### Entries provided

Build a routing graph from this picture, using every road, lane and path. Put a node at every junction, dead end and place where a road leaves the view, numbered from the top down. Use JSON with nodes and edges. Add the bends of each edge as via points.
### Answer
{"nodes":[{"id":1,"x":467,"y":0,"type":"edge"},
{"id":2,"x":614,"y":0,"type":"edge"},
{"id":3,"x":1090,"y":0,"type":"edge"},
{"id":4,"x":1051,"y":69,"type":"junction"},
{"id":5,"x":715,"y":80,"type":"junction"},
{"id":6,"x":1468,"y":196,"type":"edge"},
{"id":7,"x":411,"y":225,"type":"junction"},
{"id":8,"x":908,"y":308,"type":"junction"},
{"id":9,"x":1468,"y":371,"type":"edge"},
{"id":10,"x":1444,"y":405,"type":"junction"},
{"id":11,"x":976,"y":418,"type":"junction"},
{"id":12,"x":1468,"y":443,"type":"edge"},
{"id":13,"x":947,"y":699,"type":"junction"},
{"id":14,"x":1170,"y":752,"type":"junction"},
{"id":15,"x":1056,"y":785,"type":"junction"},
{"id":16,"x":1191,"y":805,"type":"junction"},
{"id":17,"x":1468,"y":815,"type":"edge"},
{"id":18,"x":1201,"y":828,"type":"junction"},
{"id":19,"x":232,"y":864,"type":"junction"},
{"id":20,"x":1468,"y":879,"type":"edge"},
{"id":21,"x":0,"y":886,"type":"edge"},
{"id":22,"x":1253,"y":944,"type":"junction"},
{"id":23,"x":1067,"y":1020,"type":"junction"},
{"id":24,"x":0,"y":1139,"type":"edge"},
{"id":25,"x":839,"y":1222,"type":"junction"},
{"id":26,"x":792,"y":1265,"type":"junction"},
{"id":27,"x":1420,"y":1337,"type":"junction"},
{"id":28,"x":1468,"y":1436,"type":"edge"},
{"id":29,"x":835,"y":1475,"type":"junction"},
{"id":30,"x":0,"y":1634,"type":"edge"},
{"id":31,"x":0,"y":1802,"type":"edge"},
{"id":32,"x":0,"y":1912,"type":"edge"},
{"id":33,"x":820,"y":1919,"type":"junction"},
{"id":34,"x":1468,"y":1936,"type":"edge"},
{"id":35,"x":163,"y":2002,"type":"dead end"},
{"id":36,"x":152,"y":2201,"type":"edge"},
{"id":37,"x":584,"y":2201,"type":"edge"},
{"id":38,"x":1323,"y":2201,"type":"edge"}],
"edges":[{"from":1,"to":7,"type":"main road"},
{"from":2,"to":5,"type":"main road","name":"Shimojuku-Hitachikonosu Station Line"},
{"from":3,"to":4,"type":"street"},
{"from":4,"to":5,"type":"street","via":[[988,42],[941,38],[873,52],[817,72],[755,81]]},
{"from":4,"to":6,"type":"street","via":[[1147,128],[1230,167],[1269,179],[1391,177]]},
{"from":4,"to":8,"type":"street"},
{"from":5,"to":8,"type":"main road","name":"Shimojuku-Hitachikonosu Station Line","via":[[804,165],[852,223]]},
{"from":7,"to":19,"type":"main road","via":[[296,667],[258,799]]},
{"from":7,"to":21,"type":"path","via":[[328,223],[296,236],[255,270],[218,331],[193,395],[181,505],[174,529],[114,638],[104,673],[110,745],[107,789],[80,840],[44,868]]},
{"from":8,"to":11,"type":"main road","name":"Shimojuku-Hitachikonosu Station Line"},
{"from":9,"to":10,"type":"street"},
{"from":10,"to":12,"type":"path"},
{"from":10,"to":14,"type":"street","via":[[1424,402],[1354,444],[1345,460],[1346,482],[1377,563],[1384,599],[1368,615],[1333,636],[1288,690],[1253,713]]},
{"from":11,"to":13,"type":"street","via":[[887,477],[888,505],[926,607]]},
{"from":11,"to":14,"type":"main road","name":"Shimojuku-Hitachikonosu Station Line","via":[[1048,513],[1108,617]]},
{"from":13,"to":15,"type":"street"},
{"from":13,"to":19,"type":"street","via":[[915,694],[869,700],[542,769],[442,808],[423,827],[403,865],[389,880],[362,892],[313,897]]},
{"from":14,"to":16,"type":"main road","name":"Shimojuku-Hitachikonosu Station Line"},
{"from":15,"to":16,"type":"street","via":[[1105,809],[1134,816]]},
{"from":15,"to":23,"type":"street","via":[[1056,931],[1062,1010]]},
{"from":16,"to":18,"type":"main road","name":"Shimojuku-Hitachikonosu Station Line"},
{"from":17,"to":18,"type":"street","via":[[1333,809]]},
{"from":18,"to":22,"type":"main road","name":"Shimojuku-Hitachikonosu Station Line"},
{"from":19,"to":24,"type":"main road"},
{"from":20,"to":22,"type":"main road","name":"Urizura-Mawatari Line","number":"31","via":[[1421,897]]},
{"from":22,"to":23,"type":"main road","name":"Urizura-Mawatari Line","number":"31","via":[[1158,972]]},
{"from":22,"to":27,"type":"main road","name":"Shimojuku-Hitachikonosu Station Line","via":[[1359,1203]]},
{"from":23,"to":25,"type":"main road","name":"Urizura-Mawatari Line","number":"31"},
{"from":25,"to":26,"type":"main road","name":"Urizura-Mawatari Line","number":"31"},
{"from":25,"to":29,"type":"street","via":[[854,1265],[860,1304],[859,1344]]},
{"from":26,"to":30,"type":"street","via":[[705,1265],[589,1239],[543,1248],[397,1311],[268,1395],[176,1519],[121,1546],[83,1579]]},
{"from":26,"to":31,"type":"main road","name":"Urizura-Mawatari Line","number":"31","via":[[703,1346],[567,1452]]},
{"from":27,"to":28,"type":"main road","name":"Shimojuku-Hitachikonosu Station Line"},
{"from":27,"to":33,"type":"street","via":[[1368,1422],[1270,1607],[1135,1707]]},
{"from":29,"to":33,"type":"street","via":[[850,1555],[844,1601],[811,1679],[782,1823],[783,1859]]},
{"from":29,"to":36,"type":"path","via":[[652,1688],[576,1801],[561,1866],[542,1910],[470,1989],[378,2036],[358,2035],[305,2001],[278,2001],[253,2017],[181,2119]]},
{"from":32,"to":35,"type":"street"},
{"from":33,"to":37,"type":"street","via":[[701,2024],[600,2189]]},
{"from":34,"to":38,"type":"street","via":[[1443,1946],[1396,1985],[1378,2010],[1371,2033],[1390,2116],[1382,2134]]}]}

######

Tally the lines of the listing above that contain the word "edges" and state the result as a bare number.

2